Dataset entries
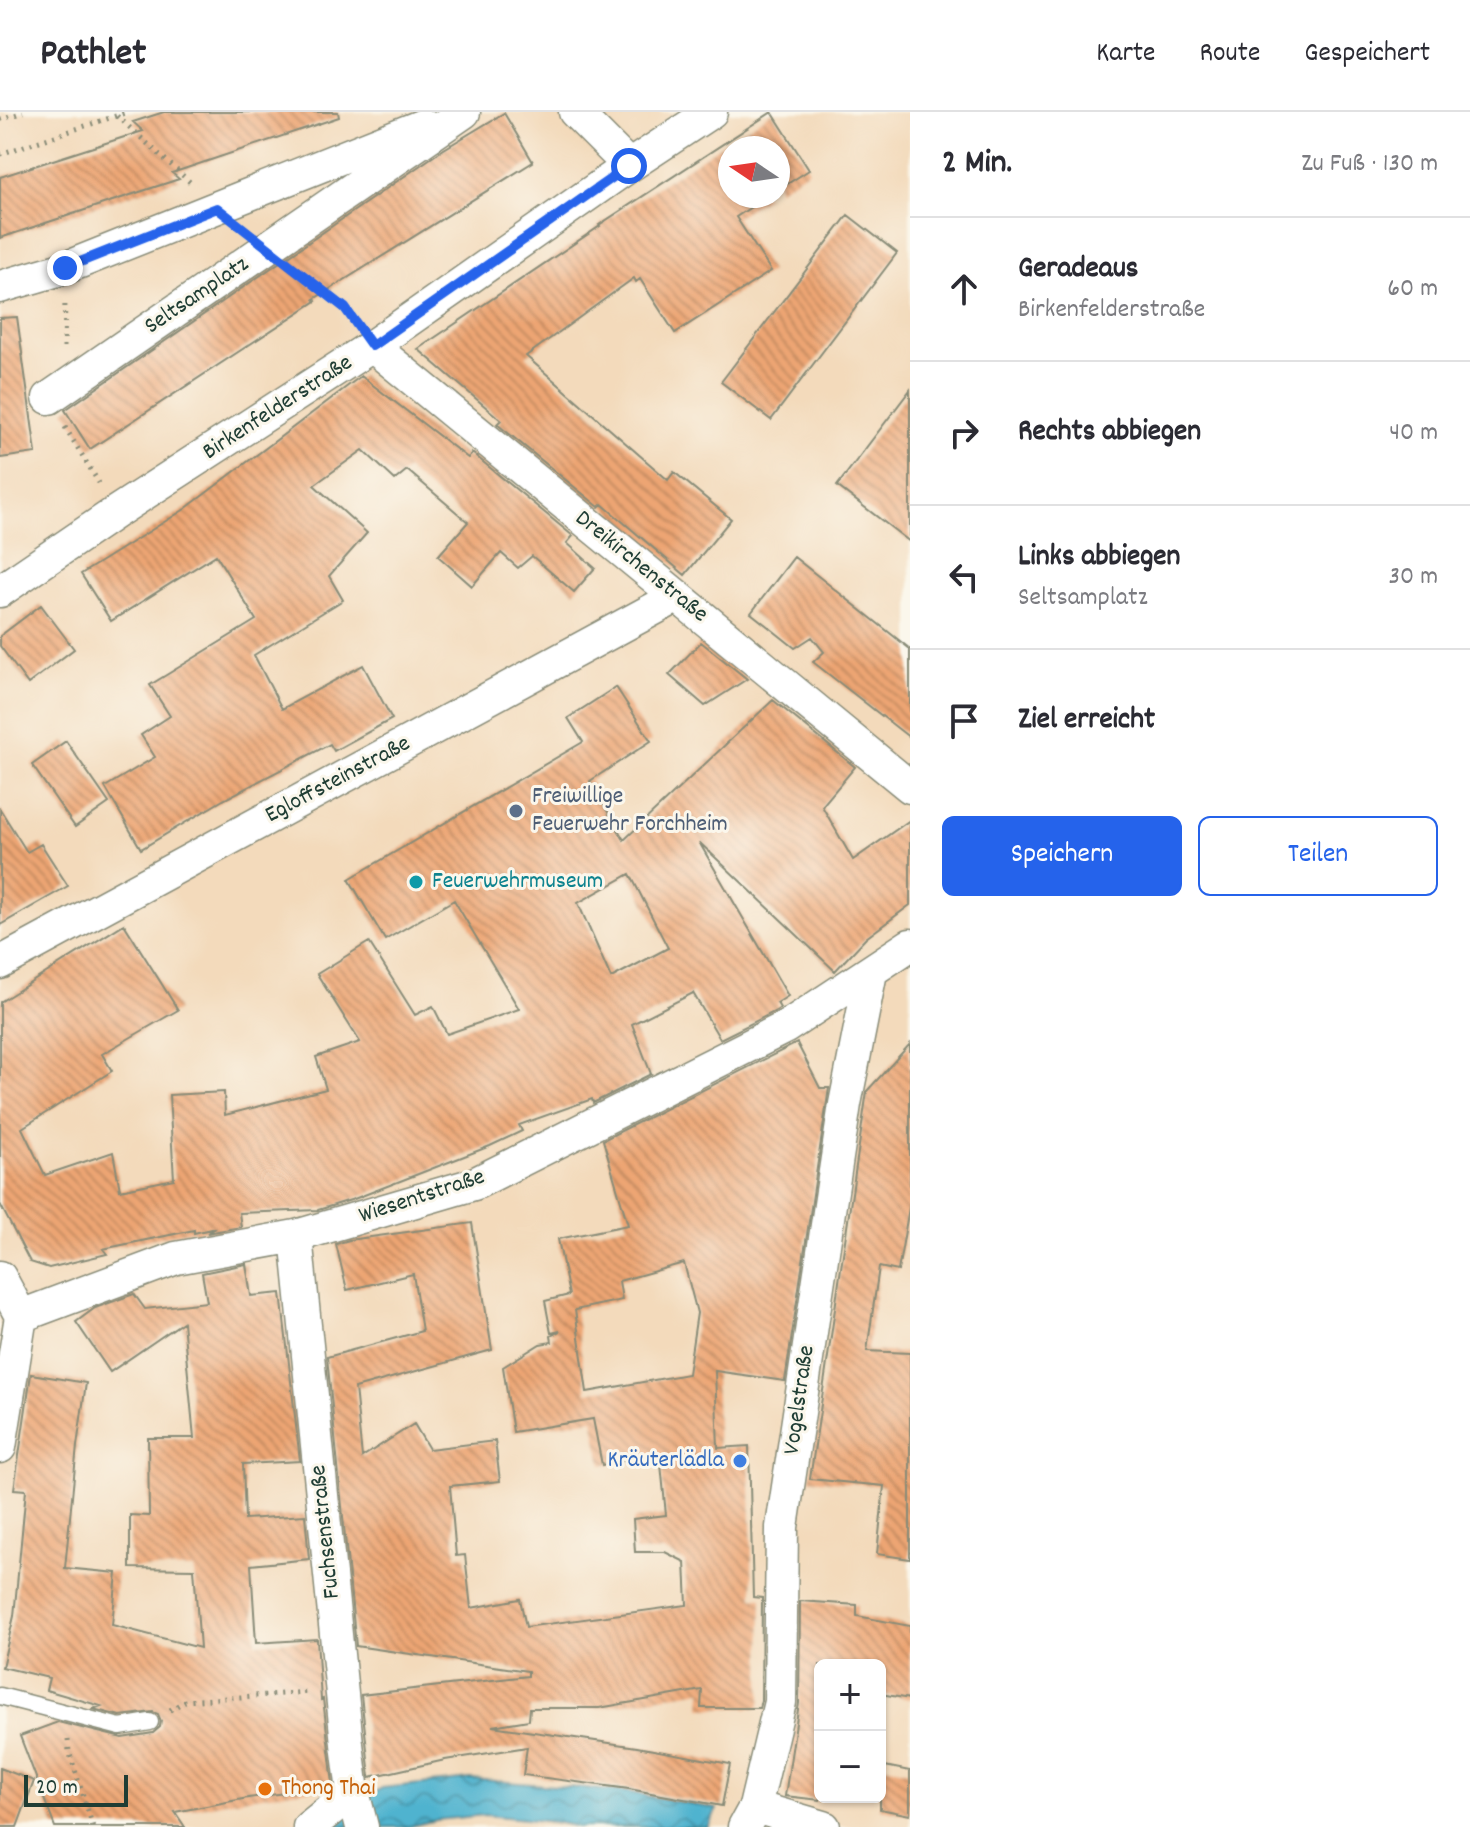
<!DOCTYPE html>
<html lang="de">
<meta charset="utf-8">
<style>
:root{--surface:#fff;--page:#f7f7f7;--text:#2b2b33;--muted:#7c7c81;--line:#e1e1e2;--accent:#2563eb}
body{margin:0;font-family:Dekko,sans-serif;background:var(--page);color:var(--text)}
.controls{position:absolute;right:24px;bottom:24px;display:grid;overflow:hidden;border-radius:12px;box-shadow:0 2px 6px #0004}
.controls button{width:72px;height:72px;display:grid;place-items:center;padding:0;border:0;border-bottom:2px solid var(--line);background:var(--surface);color:var(--text);font:40px sans-serif}
.compass{position:absolute;left:718px;top:24px;width:72px;height:72px;border-radius:50%;background:var(--surface);box-shadow:0 2px 6px #0004;rotate:283deg}
.scale{position:absolute;left:24px;bottom:20px;width:104px;box-sizing:border-box;padding-left:8px;border:4px solid #1f3d34;border-top:0;font-size:22px;line-height:28px;white-space:nowrap;color:#1f3d34;-webkit-text-stroke:6px #fbf7ec;paint-order:stroke}
.stop{position:absolute;width:24px;height:24px;margin:-18px;border:6px solid #2563eb;border-radius:50%;background:#fff}
.stop.end{background:#2563eb;border-color:#fff;box-shadow:0 2px 8px #0008}
.list{margin:0;padding:0;list-style:none}
h2{display:flex;justify-content:space-between;align-items:center;height:104px;margin:0;padding:0 32px;font-size:34px}
h2 small{font-size:26px;font-weight:400;color:var(--muted)}
.list li{display:grid;grid-template-columns:52px 1fr auto;gap:24px;align-items:center;box-sizing:border-box;height:144px;padding:0 32px;border-top:2px solid var(--line)}
.list b{display:block;font-size:30px;white-space:nowrap}
.list p{margin:0;font-size:26px;white-space:nowrap;color:var(--muted)}
.list em{font-size:26px;font-style:normal;color:var(--muted)}
.actions{display:flex;gap:16px;padding:24px 32px}
.actions a{flex:1;padding:18px 0;border:2px solid var(--accent);border-radius:12px;text-align:center;font-size:28px;color:var(--accent)}
.actions .main{background:var(--accent);color:#fff}
.icon{flex:none;width:44px;height:44px;fill:none;stroke:currentColor;stroke-width:2;stroke-linecap:round;stroke-linejoin:round}
.map{position:relative;flex:none;width:910px;height:1715px;overflow:hidden}
header{display:flex;align-items:center;gap:48px;box-sizing:border-box;height:112px;padding:0 40px;background:var(--surface);border-bottom:2px solid var(--line)}
header strong{font-size:38px}
nav{display:flex;gap:44px;margin-inline-start:auto;font-size:28px}
main{display:flex}
aside{flex:1;background:var(--surface)}
.map>svg:first-child{display:block}
.water{fill:url(#water-waves);stroke:#387882;stroke-width:2}
.building{fill:url(#building-back-hatch);fill-rule:evenodd}
.lines{fill:none;stroke-linecap:round;stroke-linejoin:round}
.lane-casing{stroke:#898c78;stroke-width:19}
.street-casing{stroke:#898c78;stroke-width:35}
.path{stroke:#898c78;stroke-width:5;stroke-dasharray:2 6;stroke-linecap:butt}
.lane{stroke:#fff;stroke-width:16}
.street{stroke:#fff;stroke-width:32}
.route{stroke:#2563eb;stroke-width:10}
.service-dot{fill:#5c6f8a;stroke:#fbf7ec;stroke-width:3}
.culture-dot{fill:#0f9aa8;stroke:#fbf7ec;stroke-width:3}
.shop-dot{fill:#3f7fe0;stroke:#fbf7ec;stroke-width:3}
.food-dot{fill:#e8710a;stroke:#fbf7ec;stroke-width:3}
.labels{text-anchor:middle;dominant-baseline:central;stroke-width:6;stroke-linejoin:round;paint-order:stroke}
.street-label{font-size:24px;fill:#1f3d34;stroke:#fbf7ec}
.service-label{font-size:24px;fill:#4e5e75;stroke:#fbf7ec;text-anchor:start}
.culture-label{font-size:24px;fill:#0d838f;stroke:#fbf7ec;text-anchor:start}
.shop-label{font-size:24px;fill:#366cbe;stroke:#fbf7ec;text-anchor:end}
.food-label{font-size:24px;fill:#c56008;stroke:#fbf7ec;text-anchor:start}
</style>
<header>
<strong>Pathlet</strong>
<nav><a>Karte</a><a>Route</a><a>Gespeichert</a></nav>
</header>
<main>
<div class="map">
<svg width="910" height="1715" viewBox="0 0 910 1715">
<defs>
<pattern id="water-waves" width="16" height="10" patternUnits="userSpaceOnUse" patternTransform="scale(2)"><rect width="16" height="10" fill="#50b3cf"/><path d="M0 5q4-4 8 0t8 0" fill="none" stroke="#4293a9"/></pattern>
<pattern id="building-back-hatch" width="6" height="6" patternUnits="userSpaceOnUse" patternTransform="scale(2)"><rect width="6" height="6" fill="#eda573"/><path d="M-1 5l2 2M0 0l6 6M5-1l2 2" fill="none" stroke="#bf885f"/></pattern>
</defs>
<rect width="100%" height="100%" fill="#fbf7ec"/>
<filter id="ink" filterUnits="userSpaceOnUse"><feTurbulence type="fractalNoise" baseFrequency=".0125" numOctaves="2"/><feDisplacementMap in="SourceGraphic" scale="16" xChannelSelector="R" yChannelSelector="G"/><feConvolveMatrix kernelMatrix="1 2 1 2 8 2 1 2 1" color-interpolation-filters="sRGB"/></filter>
<filter id="wash" filterUnits="userSpaceOnUse"><feTurbulence type="fractalNoise" baseFrequency=".006" numOctaves="4" result="noise"/><feDisplacementMap in="SourceGraphic" scale="32" xChannelSelector="R" yChannelSelector="G"/><feGaussianBlur stdDeviation="1.8" result="paint"/><feColorMatrix in="noise" values="0 0 0 0 0 0 0 0 0 0 0 0 0 0 0 0 0 1.4 0 .05"/><feComposite in="paint" operator="in"/></filter>
<g filter="url(#wash)">
<rect width="100%" height="100%" fill="#f3dabb"/>
<path class="water" d="M471,1667l156,13 90,17 -9,18h-129l-25,-5 -69,-7 -49,5 -29,7h-83l9,-8 49,-31z"/>
<g id="blocks">
<path class="building" d="M164,0h174l1,5 -167,56 7,6 -179,59v-61l143,-46 -10,-9z
M772,0l37,58 -31,20v-42h-48v48h38l-32,21 35,54 -96,62 -35,-54 -4,3 -2,-4 -108,78 142,124 6,-8 57,47 -46,56 -83,-71 -3,3 -102,-83 4,-4 -83,-71 182,-123 -1,-1z
M504,1l29,49 -219,137 2,2 -226,148 -25,-39 379,-261z
M848,103l49,38 -126,167 -50,-38z
M17,205l19,136 -36,5v-140z
M361,264l107,82 4,-5 101,83 -6,7 28,25 -21,24 -42,-36 -14,12 -17,-15 -29,33 -34,-30 30,-34 -61,-52 -12,10 -32,-30 -49,35 53,48 -38,43 14,24 -89,55 28,54 81,-44 29,54 -58,32 -4,-7 -107,56 -82,49 -36,-62 50,-30 -14,-22 29,-19 -20,-31 106,-65 -40,-65 -105,66 -30,-47 104,-65z
M910,278v152l-73,-56z
M794,445l116,92v89l-97,-76 11,-10 -12,-15 -17,11 -44,-35z
M41,493l33,44 -46,35 -28,-38v-10z
M701,530l46,37 -42,27 -36,-31z
M616,575l35,54 -61,40 34,59 149,-140 82,67 -33,39 31,54 57,-40v85l-44,33 -31,33 -136,-129 89,154 -11,7 3,5 -4,3 -56,28 -27,-46 -61,31 19,50 -58,29 -1,-4 -73,26 3,6 -32,15 -136,53 -36,11 -79,3 2,14 -34,6 8,-5 -21,5v-3l-91,19 4,5 -58,14 -19,-6 -30,-58v-202l124,-78 54,86 -76,44 10,17 -90,57 23,47 68,-23 7,38 54,-11 -5,-84 55,-3 1,23 101,-26 -10,-32 44,-15 -43,-68 52,-32 46,73 18,-9 14,28 72,-25 -65,-109 -69,40 -36,-61 234,-137 -15,-24zM630,762l38,74 -57,30 -33,-75z
M66,629l43,62 -34,24 -43,-62z
M0,697l27,43 14,-8 27,42 -68,39z
M797,931l23,45h9l-44,293 -70,-10 3,77 31,-2 4,151 9,1 -1,102 -2,8h-58l1,-18 -103,18h-69l-1,12 -37,6 145,21 93,17 -8,42 -93,-17 -106,-14 4,-28 -82,13 -75,17 -9,-82 167,-19v-5l-172,-25 -29,-289 95,-26 -9,-57 -66,16 -11,-46 13,-4 123,-17 20,127 -137,38 7,69 52,-33 15,25 66,-8 5,40 -50,5 6,70 9,-1 6,53 49,-9 6,28 161,-22 -2,-43 -20,-10h-30l-2,-33 33,-4 -6,-61 -58,11 -9,-46 -80,13 -10,-65 37,-23 12,-2 -1,-6 9,-5 -9,2 -6,-32 24,-6 -11,-56 70,-14 -25,-85zM684,1151l13,50 -9,61 -101,18 -12,-82 47,-10 -3,-19z
M910,932v158l-12,69 -19,-4 -12,84 43,2v206l-33,-5 7,-68 -74,-7 57,-388z
M246,1152l5,32 30,-3 19,168 -57,3 2,55 60,-4 4,44 -58,6 5,78 61,-4 4,61 2,-1 10,85 -4,3 -81,11 -73,14 10,15h-130l-35,-91 38,-14 64,16 31,-5 7,-6 1,-6 -3,-7 -5,-2 -33,4 -27,-7 8,-3 -55,-16 3,-12 -47,-11 12,-51 12,-126 -12,-1 17,-115 55,9 -9,63 -12,122 52,5 -5,52 88,23 -6,-79 -64,-1v-53l19,1 -1,-78h46l-11,-116 -73,50 -34,-50 19,-14 39,-14 11,15 62,-7 -5,-29z
M800,1489l57,4v11l53,10v73l-30,-5v-29h-60v135l-35,-4 14,-93z
M880,1653l30,6v44l-30,-6z
M0,1656l34,13 -17,46h-17z"/>
</g>
</g>
<g filter="url(#ink)">
<use href="#blocks" fill-opacity="0" stroke="#898c78" stroke-width="2"/>
<g class="lines">
<g class="lane-casing">
<path id="lane" d="M0,1584l120,31 30,-5"/>
</g>
<g class="street-casing">
<path id="street" d="M575,0l54,54
M0,175l65,-19 358,-143
M372,234l538,441
M49,286l415,-286
M0,479l116,-79 256,-166 257,-180 82,-54
M0,851l676,-366
M296,1124l51,508 6,48 9,35
M0,1165l21,39
M21,1204l155,-58 120,-22 178,-52 312,-157 124,-82
M0,1335l21,-131
M755,1695l69,20
M309,1715l44,-35
M744,1715l11,-20 25,-105 2,-175 63,-423 26,-132"/>
</g>
<path class="path" d="M117,4l74,67
M0,8l23,-8
M0,42l128,-42
M295,156l50,40 8,11
M64,235l1,-46
M65,315l34,56
M170,1598l15,-9 124,-9
M68,1628l1,11 24,76"/>
<use href="#lane" class="lane"/>
<use href="#street" class="street"/>
</g>
</g>
<g class="lines" filter="url(#ink)">
<path class="route" d="M65,156l152,-60 128,100 27,38 257,-180"/>
</g>
<circle class="service-dot" cx="516" cy="699" r="8"/>
<circle class="culture-dot" cx="416" cy="770" r="8"/>
<circle class="shop-dot" cx="740" cy="1349" r="8"/>
<circle class="food-dot" cx="265" cy="1677" r="8"/>
<g class="labels">
<g class="street-label">
<text transform="translate(197 184) rotate(-34)">Seltsamplatz</text>
<text transform="translate(278 296) rotate(-33)">Birkenfelderstraße</text>
<text transform="translate(641 455) rotate(39)">Dreikirchenstraße</text>
<text transform="translate(338 668) rotate(-28)">Egloffsteinstraße</text>
<text transform="translate(422 1085) rotate(-18)">Wiesentstraße</text>
<text transform="translate(800 1288) rotate(-82)">Vogelstraße</text>
<text transform="translate(326 1420) rotate(-96)">Fuchsenstraße</text>
</g>
<g class="service-label">
<text x="532" y="685">Freiwillige<tspan x="532" dy="28">Feuerwehr Forchheim</tspan></text>
</g>
<g class="culture-label">
<text x="432" y="770">Feuerwehrmuseum</text>
</g>
<g class="shop-label">
<text x="724" y="1349">Kräuterlädla</text>
</g>
<g class="food-label">
<text x="281" y="1677">Thong Thai</text>
</g>
</g>
</svg>
<div class="controls">
<button>+</button>
<button>−</button>
</div>
<svg class="compass" viewBox="-18 -18 36 36"><path d="M0-13l5 13h-10z" fill="#e53935"/><path d="M0 13l5-13h-10z" fill="#7c7c81"/></svg>
<div class="scale">20 m</div>
<div class="stop" style="left:629px;top:54px"></div>
<div class="stop end" style="left:65px;top:156px"></div>
</div>
<aside>
<h2>2 Min.<small>Zu Fuß · 130 m</small></h2>
<ul class="list">
<li><svg class="icon" aria-label="ahead" viewBox="0 0 24 24"><path d="M12 20V5M6 11l6-6 6 6"/></svg><div><b>Geradeaus</b><p>Birkenfelderstraße</p></div><em>60 m</em></li>
<li><svg class="icon" aria-label="right" viewBox="0 0 24 24"><path d="M7 20v-9h11M14 6l5 5-5 5"/></svg><div><b>Rechts abbiegen</b></div><em>40 m</em></li>
<li><svg class="icon" aria-label="left" viewBox="0 0 24 24"><path d="M17 20v-9H6M10 6l-5 5 5 5"/></svg><div><b>Links abbiegen</b><p>Seltsamplatz</p></div><em>30 m</em></li>
<li><svg class="icon" aria-label="arrive" viewBox="0 0 24 24"><path d="M6 21V4h12l-3 4 3 4H6"/></svg><div><b>Ziel erreicht</b></div></li>
</ul>
<div class="actions"><a class="main">Speichern</a><a>Teilen</a></div>
</aside>
</main>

* **Your goal**:
Using the data above, transcribe the lines that run from the line with "<nav><a>Karte</a><a>Route</a><a>Gespeichert</a></nav>" to the line with "7,6 -179,59v-61l143,-46 -10,-9z", both ends kept, and output nothing else.

* **Result of the exercise**:
<nav><a>Karte</a><a>Route</a><a>Gespeichert</a></nav>
</header>
<main>
<div class="map">
<svg width="910" height="1715" viewBox="0 0 910 1715">
<defs>
<pattern id="water-waves" width="16" height="10" patternUnits="userSpaceOnUse" patternTransform="scale(2)"><rect width="16" height="10" fill="#50b3cf"/><path d="M0 5q4-4 8 0t8 0" fill="none" stroke="#4293a9"/></pattern>
<pattern id="building-back-hatch" width="6" height="6" patternUnits="userSpaceOnUse" patternTransform="scale(2)"><rect width="6" height="6" fill="#eda573"/><path d="M-1 5l2 2M0 0l6 6M5-1l2 2" fill="none" stroke="#bf885f"/></pattern>
</defs>
<rect width="100%" height="100%" fill="#fbf7ec"/>
<filter id="ink" filterUnits="userSpaceOnUse"><feTurbulence type="fractalNoise" baseFrequency=".0125" numOctaves="2"/><feDisplacementMap in="SourceGraphic" scale="16" xChannelSelector="R" yChannelSelector="G"/><feConvolveMatrix kernelMatrix="1 2 1 2 8 2 1 2 1" color-interpolation-filters="sRGB"/></filter>
<filter id="wash" filterUnits="userSpaceOnUse"><feTurbulence type="fractalNoise" baseFrequency=".006" numOctaves="4" result="noise"/><feDisplacementMap in="SourceGraphic" scale="32" xChannelSelector="R" yChannelSelector="G"/><feGaussianBlur stdDeviation="1.8" result="paint"/><feColorMatrix in="noise" values="0 0 0 0 0 0 0 0 0 0 0 0 0 0 0 0 0 1.4 0 .05"/><feComposite in="paint" operator="in"/></filter>
<g filter="url(#wash)">
<rect width="100%" height="100%" fill="#f3dabb"/>
<path class="water" d="M471,1667l156,13 90,17 -9,18h-129l-25,-5 -69,-7 -49,5 -29,7h-83l9,-8 49,-31z"/>
<g id="blocks">
<path class="building" d="M164,0h174l1,5 -167,56 7,6 -179,59v-61l143,-46 -10,-9z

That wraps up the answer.